Aktenzeichen: 3 Ss 1114/97 OLG Hamm

Leitsatz: Zu den erforderlichen Feststellungen hinsichtlich der inneren Tatseite einer Straßenverkehrsgewährung

Senat: 3

Gegenstand: Revision

Stichworte: Straßenverkehrsgefährdung durch rücksichtsloses Überholen, Vorsatz, Vorbelastungen

Normen: StGB 315 c StGB ,

Beschluss: Strafsache gegen W.G.,
wegen vorsätzlicher Straßenverkehrsgefährdung u.a..

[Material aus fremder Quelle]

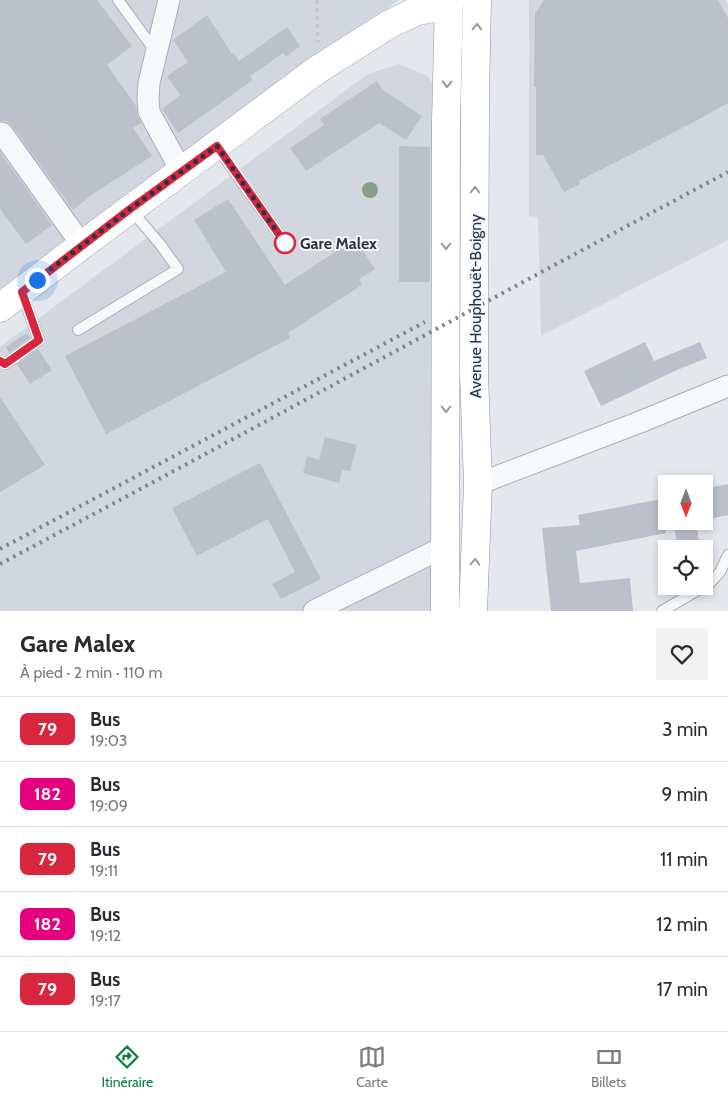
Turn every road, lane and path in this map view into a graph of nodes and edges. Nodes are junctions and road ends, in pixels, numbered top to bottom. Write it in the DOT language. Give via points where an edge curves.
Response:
graph roads {
  1 [pos="118,0"];
  2 [pos="169,0"];
  3 [pos="317,0"];
  4 [pos="477,0"];
  5 [pos="448,3"];
  6 [pos="157,53"];
  7 [pos="317,70"];
  8 [pos="2,133"];
  9 [pos="217,146"];
  10 [pos="182,172"];
  11 [pos="130,209"];
  12 [pos="285,243"];
  13 [pos="82,245"];
  14 [pos="22,292"];
  15 [pos="0,308"];
  16 [pos="78,330"];
  17 [pos="0,361"];
  18 [pos="728,386"];
  19 [pos="478,484"];
  20 [pos="446,546"];
  21 [pos="728,555"];
  22 [pos="666,610"];
  23 [pos="314,611"];
  24 [pos="445,611"];
  25 [pos="473,611"];
  1 -- 6 [label="lane"];
  2 -- 6 [label="street"];
  3 -- 7 [label="path"];
  19 -- 4 [label="main road, Avenue Houphouët-Boigny, one-way" via="474,374"];
  5 -- 7 [label="main road" via="417,10"];
  5 -- 20 [label="main road, Avenue Houphouët-Boigny, one-way"];
  6 -- 10 [label="street" via="148,91 149,112"];
  7 -- 9 [label="main road"];
  8 -- 13 [label="street"];
  9 -- 10 [label="main road"];
  9 -- 12 [label="lane"];
  10 -- 11 [label="main road"];
  11 -- 13 [label="main road"];
  11 -- 16 [label="lane" via="178,269"];
  13 -- 14 [label="main road"];
  14 -- 15 [label="main road"];
  14 -- 17 [label="lane" via="39,340 5,364"];
  18 -- 19 [label="street"];
  25 -- 19 [label="main road, Avenue Houphouët-Boigny, one-way"];
  20 -- 23 [label="street"];
  20 -- 24 [label="main road, Avenue Houphouët-Boigny"];
  21 -- 22 [label="lane" via="710,583"];
}
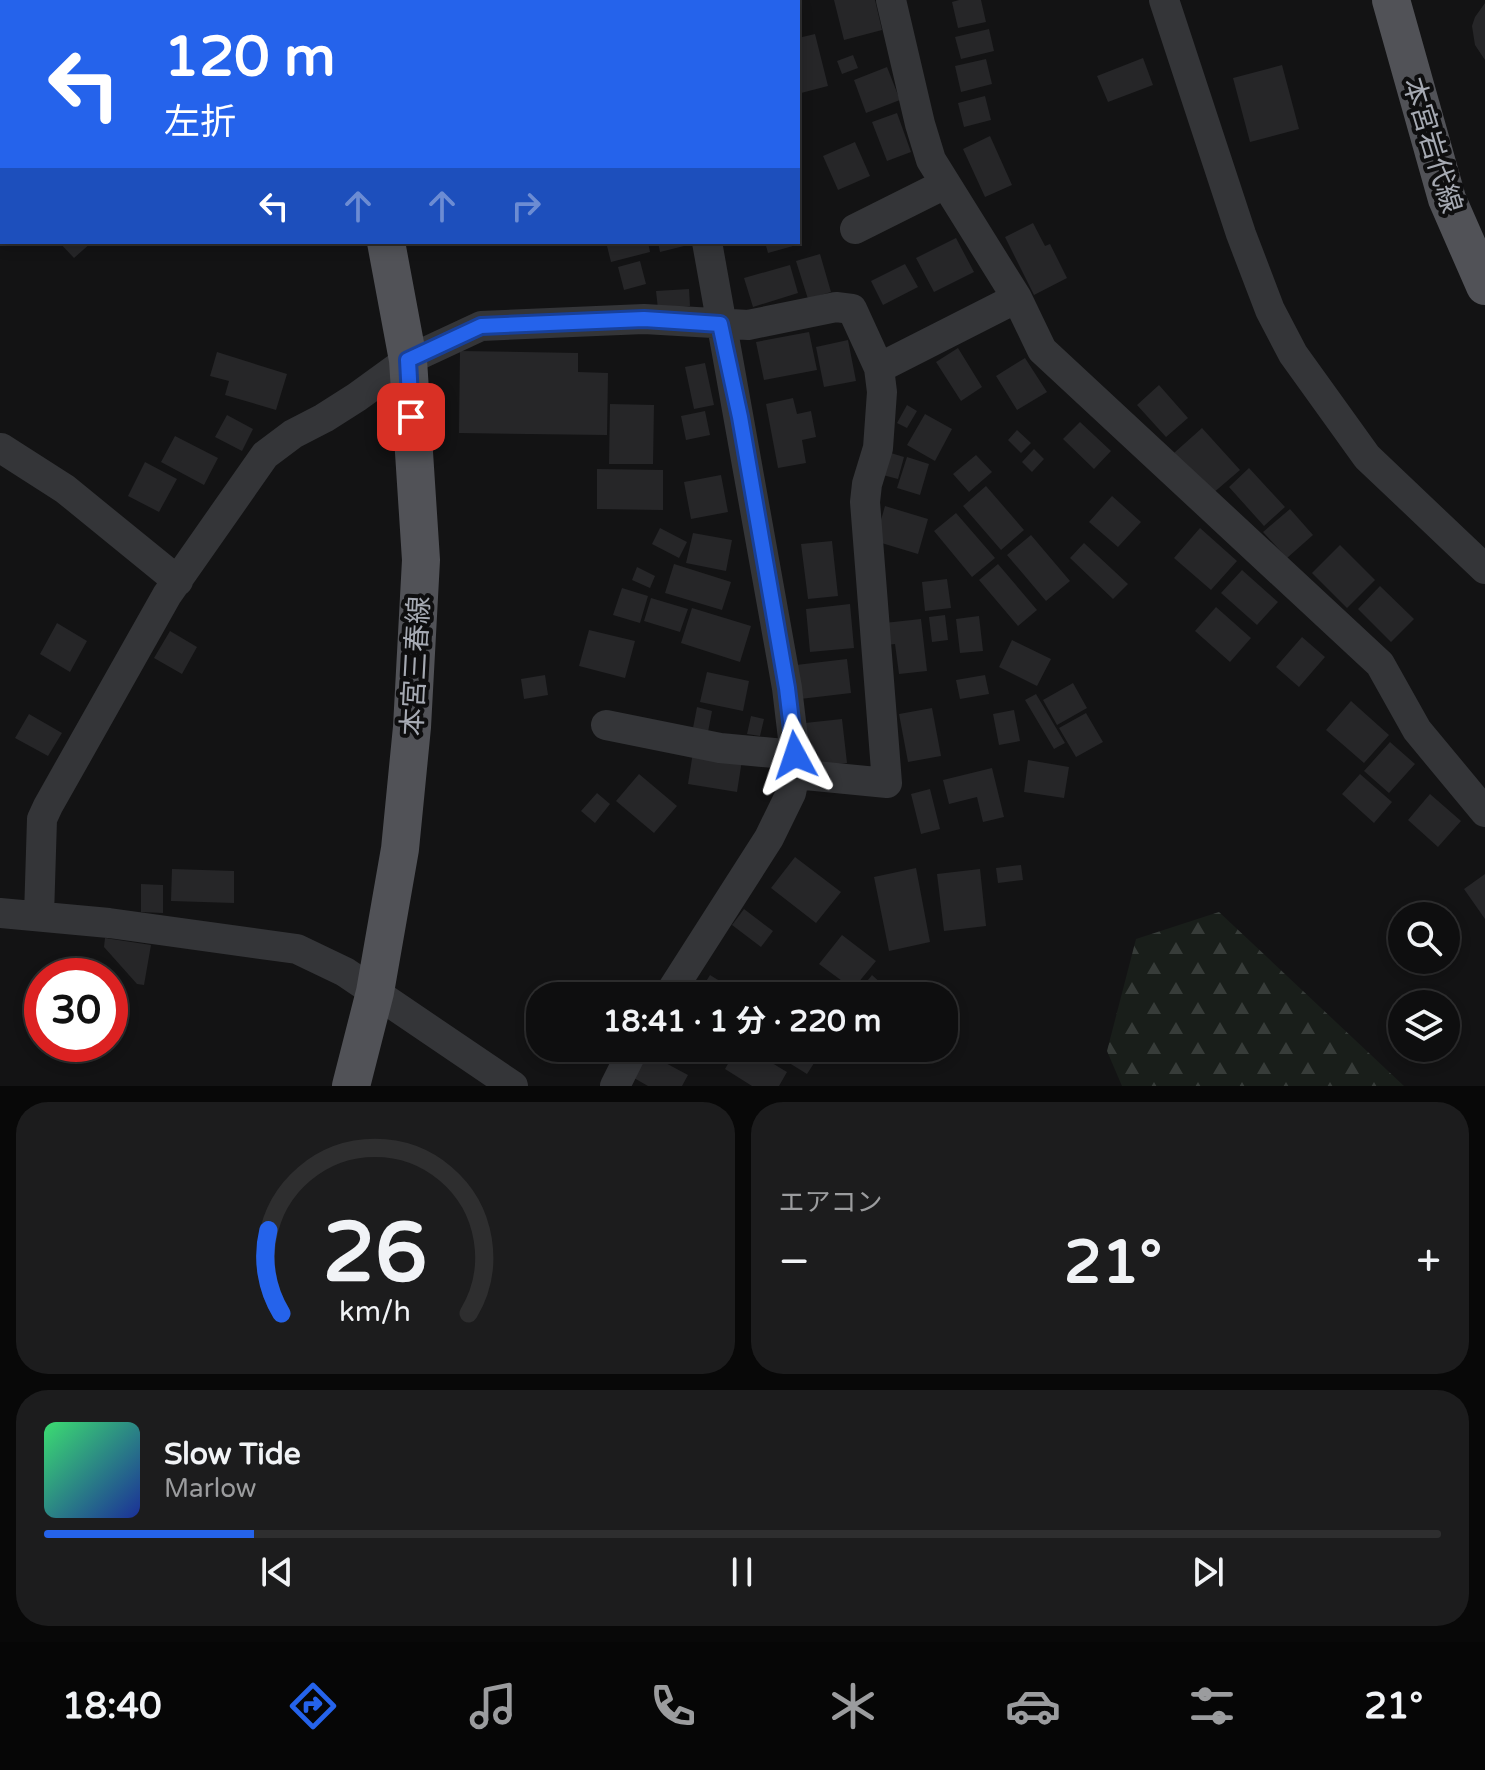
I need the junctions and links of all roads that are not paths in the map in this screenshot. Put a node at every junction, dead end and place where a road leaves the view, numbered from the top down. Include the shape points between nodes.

Auf die Sprungrevision des Angeklagten gegen das Urteil des Amtsgerichts Dorsten vom 07.05.1997 hat der 3. Strafsenat des Oberlandesgerichts Hamm am 20.11.1997 durch den Vorsitzenden Richter am Oberlandesgericht, den Richter am Oberlandesgericht und die Richterin am Landgericht nach Anhörung der Generalstaatsanwaltschaft gemäß § 349 Abs. 4 StPO einstimmig beschlossen:

Das angefochtene Urteil wird mit den zugrundeliegenden Feststellungen aufgehoben.

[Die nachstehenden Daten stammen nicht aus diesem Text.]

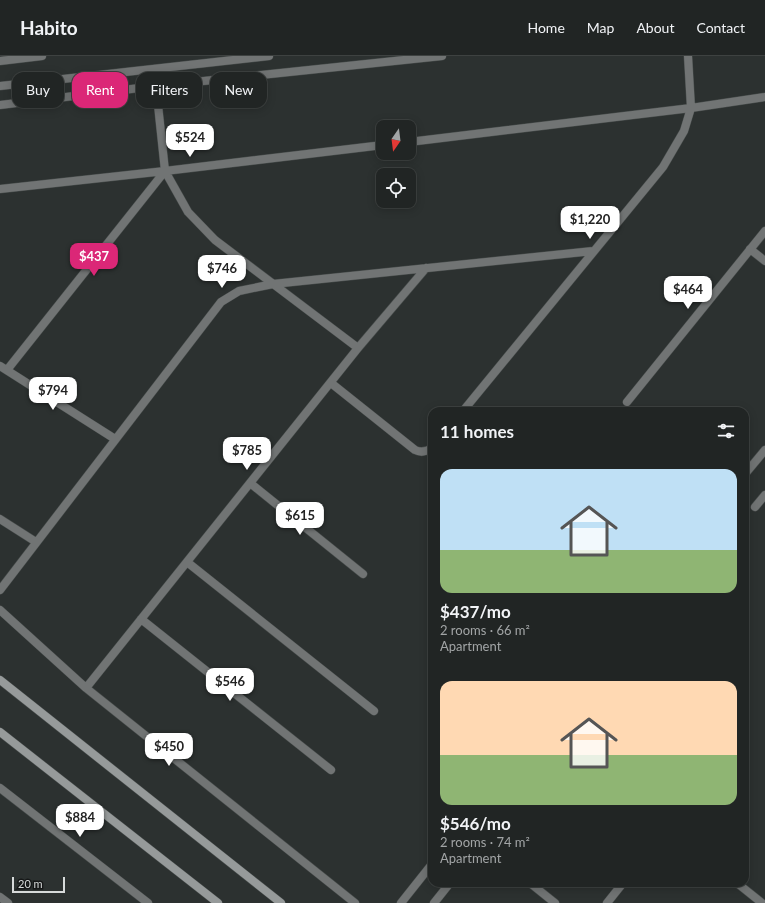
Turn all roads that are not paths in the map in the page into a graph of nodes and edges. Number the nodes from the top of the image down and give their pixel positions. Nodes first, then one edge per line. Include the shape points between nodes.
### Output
1 (42, 56) edge
2 (269, 56) edge
3 (442, 56) edge
4 (688, 56) edge
5 (0, 61) edge
6 (202, 81) edge
7 (0, 86) edge
8 (136, 88) edge
9 (765, 97) edge
10 (0, 105) edge
11 (158, 108) edge
12 (691, 108) junction
13 (416, 141) edge
14 (376, 146) edge
15 (165, 171) junction
16 (0, 189) edge
17 (765, 231) edge
18 (750, 249) junction
19 (593, 252) junction
20 (765, 261) edge
21 (426, 268) junction
22 (273, 284) junction
23 (358, 348) junction
24 (4, 368) edge
25 (331, 383) junction
26 (627, 402) dead end
27 (466, 407) edge
28 (115, 439) junction
29 (428, 450) edge
30 (765, 450) edge
31 (749, 469) edge
32 (250, 483) junction
33 (765, 495) edge
34 (755, 507) dead end
35 (0, 520) edge
36 (36, 542) junction
37 (187, 562) junction
38 (363, 574) dead end
39 (0, 590) edge
40 (0, 610) edge
41 (141, 619) junction
42 (0, 680) edge
43 (86, 688) junction
44 (374, 711) dead end
45 (0, 732) edge
46 (331, 770) dead end
47 (0, 788) edge
48 (428, 869) edge
49 (447, 887) edge
50 (535, 887) edge
51 (620, 887) edge
52 (742, 887) edge
53 (0, 897) edge
54 (8, 903) edge
55 (148, 903) edge
56 (218, 903) edge
57 (281, 903) edge
58 (356, 903) edge
59 (401, 903) edge
60 (434, 903) edge
61 (555, 903) edge
62 (608, 903) edge
63 (762, 903) edge

1 - 5 street
2 - 7 street
3 - 6 street
4 - 12 street
8 - 10 street
9 - 12 street
11 - 15 street
12 - 13 street
12 - 19 street via 684,131 663,167
14 - 15 street
15 - 16 street
15 - 22 street via 188,212 215,240
15 - 24 street
17 - 18 street
18 - 20 street
18 - 26 street
19 - 21 street
19 - 27 street
21 - 22 street
21 - 23 street
22 - 23 street
22 - 28 street via 239,290 220,302
23 - 25 street
24 - 28 street
25 - 29 street via 415,450
25 - 32 street
28 - 36 street
30 - 31 street
32 - 37 street
32 - 38 street
33 - 34 street
35 - 36 street
36 - 39 street
37 - 41 street
37 - 44 street
40 - 43 street
41 - 43 street
41 - 46 street
42 - 57 main road
43 - 58 street
45 - 56 main road
47 - 55 street
48 - 59 street
49 - 60 street
50 - 61 street
51 - 62 street
52 - 63 street
53 - 54 street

Die Sache wird zur erneuten Verhandlung und Entscheidung, auch über die Kosten der Revision, an eine andere Abteilung des Amtsgerichts Dorsten zurückverwiesen.

Gründe:
Das Amtsgericht Dorsten hat den Angeklagten wegen vorsätzlicher Straßenverkehrsgefährdung tateinheitlich mit fahrlässiger Körperverletzung zu einer Geldstrafe von 50 Tagessätzen zu je 60,- DM verurteilt. Ferner hat es ihm für die Dauer von drei Monaten untersagt, Kraftfahrzeuge jeder Art im Straßenverkehr zu führen, wobei dieses Fahrverbot durch die vorläufige Entziehung der Fahrerlaubnis durch Beschluss vom 28.09.1996 abgegolten sein sollte. Nach den zugrundeliegenden Feststellungen befuhr der Angeklagte am 09.07.1996 gegen 16.25 Uhr mit seinem PKW Mazda die Straße ”An der Wienbecke” in Richtung Norden. Vor ihm befand sich die Zeugin N. mit ihrem Fahrzeug, vor dem sich wiederum weitere Fahrzeuge befanden. Der Angeklagte überholte das von der Zeugin N. gesteuerte Fahrzeug, scherte vor diesem Fahrzeug aber nicht wieder auf die rechte Fahrspur ein, sondern blieb weiter auf der linken Fahrspur, um zwei oder drei weitere Fahrzeuge zu überholen. Er blieb auch vor einer Linkskurve, die er nicht einsehen konnte, auf der linken Fahrbahn und stieß dort mit einem entgegenkommenden LKW zusammen. Bei dem Verkehrsunfall wurde die Beifahrerin des Angeklagten schwer verletzt; sie erlitt einen Halswirbelbruch, Rippenbrüche, einen Zehenbruch sowie Schnittwunden. Nach der vom Amtsgericht wiedergegebenen Aussage der Zeugin N. habe der Angeklagte keine Möglichkeit gehabt, vor dem LKW wieder auf die rechte Fahrbahnhälfte einzuscheren, da die von ihm überholten Fahrzeuge dicht hintereinander hergefahren seien.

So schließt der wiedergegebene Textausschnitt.